Celentano a Renzi: Vai da Di Maio: “Sbagliare è umano ma risbagliare è da deficienti’

“Ciao Matteo…L’Italia, oggi, per colpa del Pd o tua, è senza un governo mentre il Paese sprofonda. Il 4 marzo, sia tu che il Pd siete stati sbaragliati dalla vittoria schiacciante dei Cinque stelle. Con al secondo posto la sorpresa Salvini all’interno di una coalizione che, solo ‘grazie’ a Berlusconi, l’uomo che da anni danno per spacciato, ha potuto realizzare il più alto numero di voti, anche sopra i Cinque stelle. Per cui cosa si fa?…”.

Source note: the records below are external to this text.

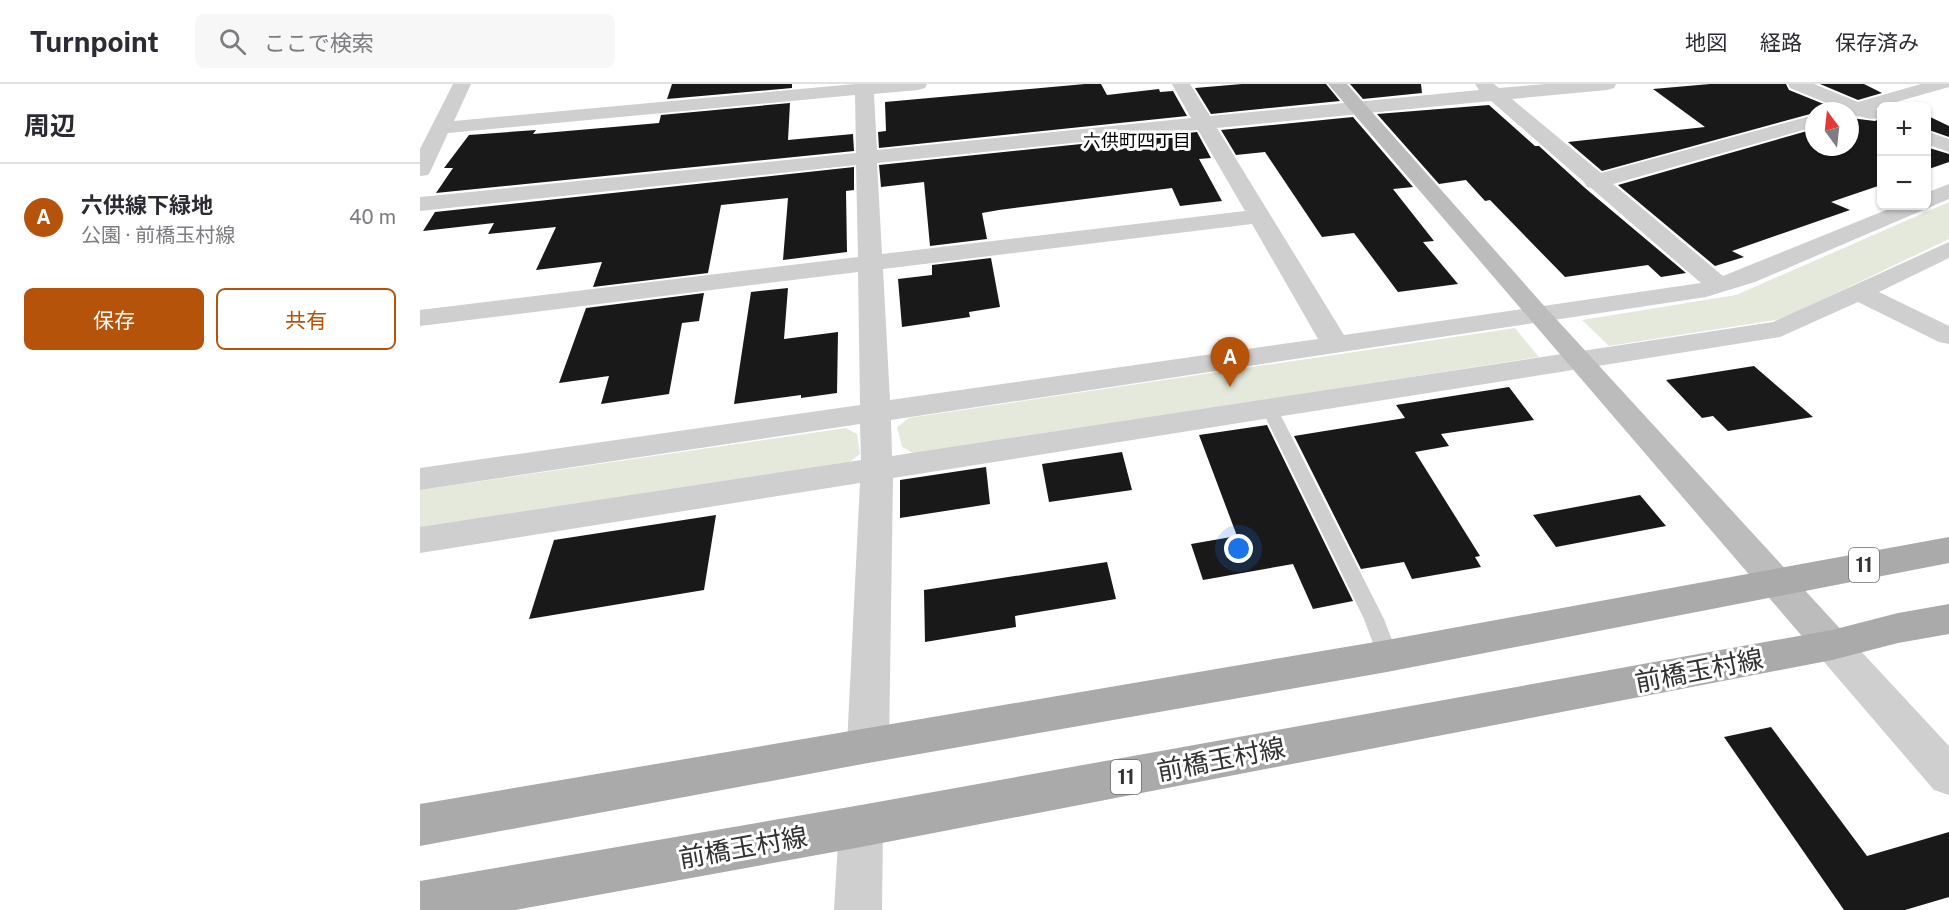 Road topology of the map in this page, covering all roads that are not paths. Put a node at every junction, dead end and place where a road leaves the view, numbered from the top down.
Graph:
1 (462, 84) edge
2 (918, 84) edge
3 (1181, 84) edge
4 (1337, 84) edge
5 (1606, 84) edge
6 (1797, 84) edge
7 (1942, 84) edge
8 (864, 86) edge
9 (1488, 89) edge
10 (1835, 102) edge
11 (1357, 107) junction
12 (1859, 108) edge
13 (1859, 112) edge
14 (1877, 117) edge
15 (1204, 123) junction
16 (1805, 124) edge
17 (441, 128) junction
18 (1931, 139) edge
19 (1949, 146) edge
20 (866, 158) junction
21 (420, 170) edge
22 (1595, 182) junction
23 (1949, 191) edge
24 (1931, 199) edge
25 (420, 204) edge
26 (1906, 210) edge
27 (1260, 216) junction
28 (1949, 249) edge
29 (869, 263) junction
30 (1720, 286) junction
31 (1861, 293) junction
32 (1538, 315) junction
33 (420, 318) edge
34 (1949, 336) edge
35 (1336, 345) junction
36 (1578, 360) junction
37 (1269, 408) junction
38 (876, 411) junction
39 (877, 469) junction
40 (420, 479) edge
41 (420, 540) edge
42 (1949, 550) edge
43 (1779, 583) junction
44 (1949, 619) edge
45 (1832, 645) junction
46 (1387, 656) junction
47 (868, 745) junction
48 (1949, 776) edge
49 (420, 825) edge
50 (861, 826) junction
51 (420, 904) edge
52 (858, 910) edge

1 - 17 street
2 - 8 street
3 - 15 street
4 - 11 street
5 - 9 street
6 - 10 street
7 - 12 street
8 - 17 street
8 - 20 street
9 - 11 street
9 - 22 street
11 - 15 street
11 - 32 street
13 - 14 street
15 - 20 street
15 - 27 street
16 - 22 street
17 - 21 street
18 - 19 street
20 - 25 street
20 - 29 street
22 - 30 street
23 - 24 street
26 - 30 street
27 - 29 street
27 - 35 street
28 - 31 street
29 - 33 street
29 - 38 street
30 - 32 street
31 - 34 street
31 - 36 street
32 - 35 street
32 - 36 street
35 - 38 street
36 - 37 street
36 - 43 street
37 - 39 street
37 - 46 lane
38 - 39 street
38 - 40 street
39 - 41 street
39 - 47 street
42 - 43 main road, 11
43 - 45 street
43 - 46 main road, 11
44 - 45 main road, 前橋玉村線 / 11
45 - 48 street
45 - 50 main road, 前橋玉村線 / 11
46 - 47 main road, 11
47 - 49 main road, 11
50 - 51 main road, 前橋玉村線 / 11
50 - 52 street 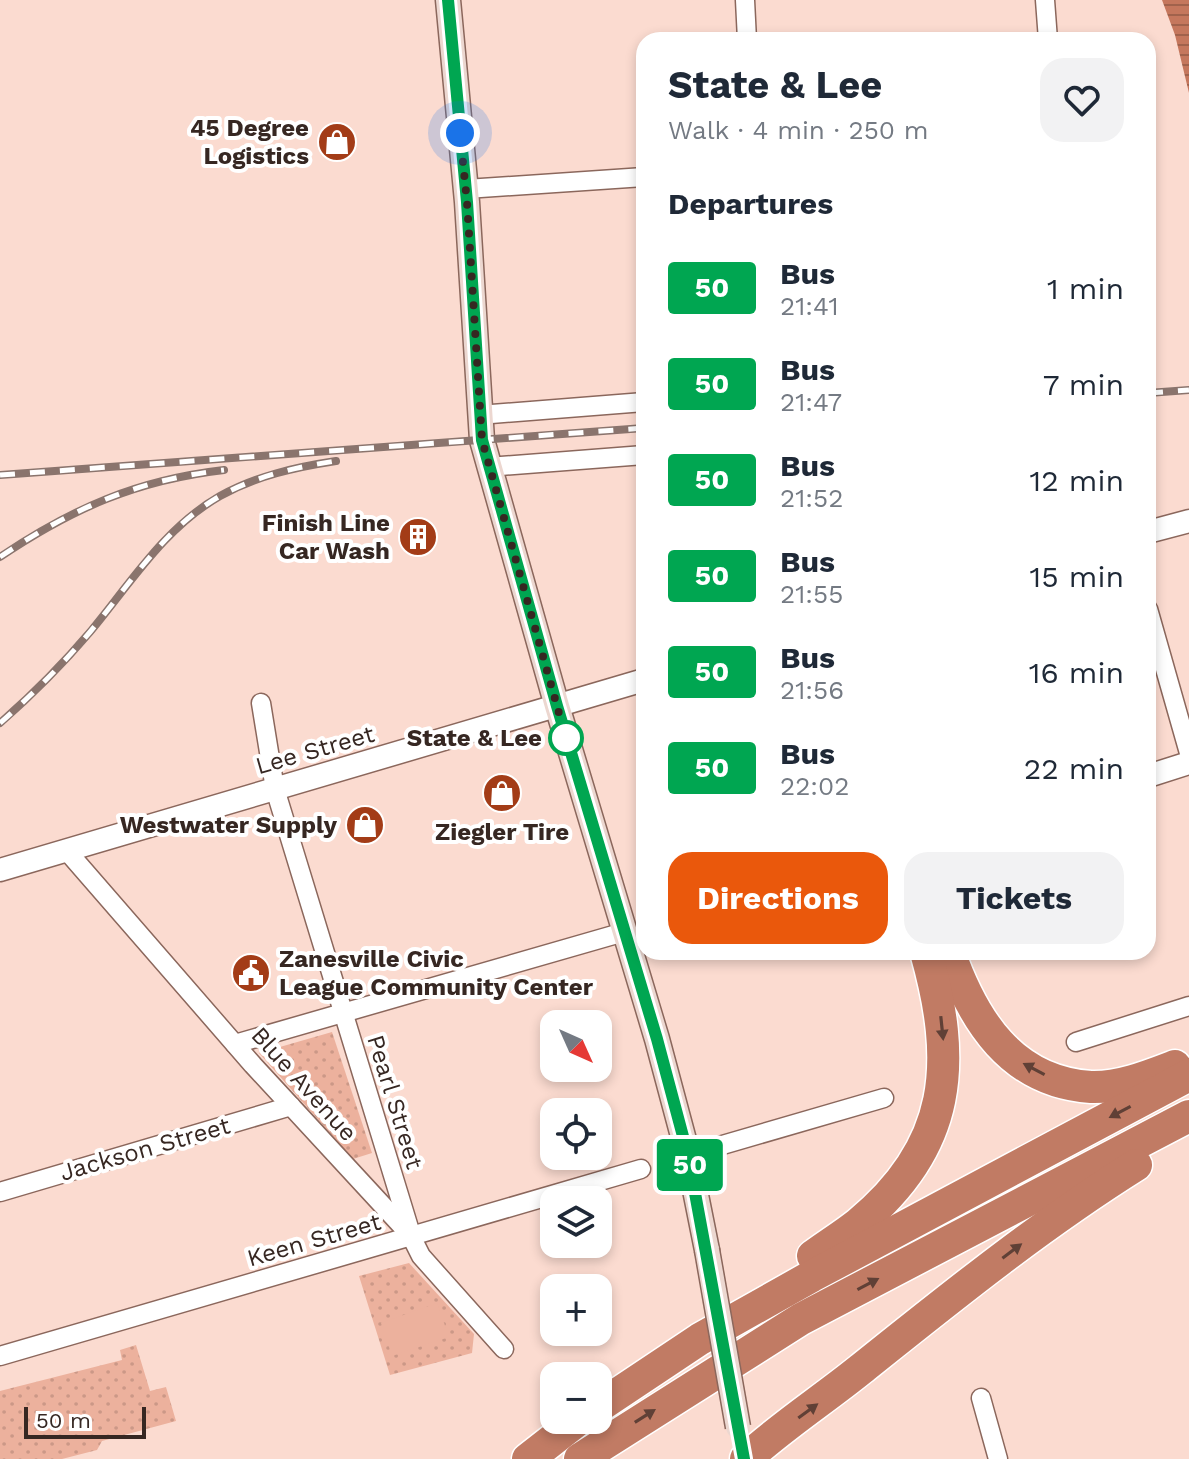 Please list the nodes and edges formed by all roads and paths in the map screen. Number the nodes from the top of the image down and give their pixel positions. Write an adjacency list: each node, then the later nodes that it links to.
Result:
1 (448, 0): 7 (main road)
2 (745, 0): 4 (street)
3 (1045, 0): 5 (street)
4 (747, 32)
5 (1047, 32)
6 (636, 178): 7 (street)
7 (466, 189): 9 (main road)
8 (636, 403): 9 (street)
9 (479, 415): 11 (main road)
10 (636, 456): 11 (street)
11 (488, 467): 17 (main road)
12 (1189, 521): 13 (street)
13 (1156, 530)
14 (1156, 637): 18 (street)
15 (636, 682): 17 (street, Lee Street)
16 (261, 703): 21 (street, Pearl Street)
17 (557, 706): 21 (street, Lee Street); 24 (main road)
18 (1189, 753)
19 (1189, 763): 20 (street)
20 (1156, 773)
21 (275, 789): 22 (street, Lee Street); 29 (street, Pearl Street)
22 (67, 851): 23 (street, Lee Street); 31 (street, Blue Avenue)
23 (0, 870)
24 (634, 928): 29 (street)
25 (641, 960): 38 (main road)
26 (928, 960): 42 (highway, one-way to 42)
27 (952, 960): 32 (highway, one-way to 27)
28 (1189, 1006): 30 (street)
29 (343, 1013): 31 (street); 41 (street, Pearl Street)
30 (1076, 1042)
31 (235, 1044): 35 (street, Blue Avenue)
32 (1189, 1061)
33 (1189, 1075): 42 (highway, one-way to 42)
34 (884, 1098): 38 (street)
35 (291, 1106): 40 (street, Jackson Street); 41 (street, Blue Avenue)
36 (1189, 1116): 49 (highway, one-way to 36)
37 (1189, 1132): 50 (highway, one-way to 37)
38 (688, 1155): 50 (main road, bridge)
39 (641, 1169): 41 (street, Keen Street)
40 (0, 1192)
41 (411, 1236): 43 (street, Blue Avenue); 44 (street, Keen Street)
42 (700, 1339): 45 (highway)
43 (504, 1349)
44 (0, 1356)
45 (612, 1398)
46 (981, 1398): 51 (street)
47 (560, 1434): 48 (highway)
48 (528, 1459)
49 (580, 1459)
50 (745, 1459)
51 (998, 1459)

Se lo chiede Adriano Celentano in una lettera aperta a Matteo Renzi dalle colonne del ‘Fatto Quotidiano’. “Certo – prosegue il ragionamento del cantante – sbagliare è umano, ma risbagliare potrebbe essere da DEFICIENTI. So che in politica non si usa perché per i politici l’unico binario percorribile è quello del risentimento.

Ma tu forse sei diverso. Perché magari sai anche perdere. E d’altra parte non c’è altro modo per RIVINCERE”. “Ecco – dice Celentano – cosa farei se fossi al tuo posto: prenderei la bicicletta e, da SOLO, andrei a trovare il vincitore del 4 marzo: Luigi Di Maio. E in religiosa umiltà gli direi: eccomi pronto al tuo fianco per guarire l’Italia. Una mossa che spiazzerebbe persino il Papa. Non riesco e non voglio neanche pensare quali benefiche ripercussioni potrebbe avere, anche in campo internazionale, una mossa del genere. E…non voglio neache pensare cosa succederebbe se tu non la facessi…”.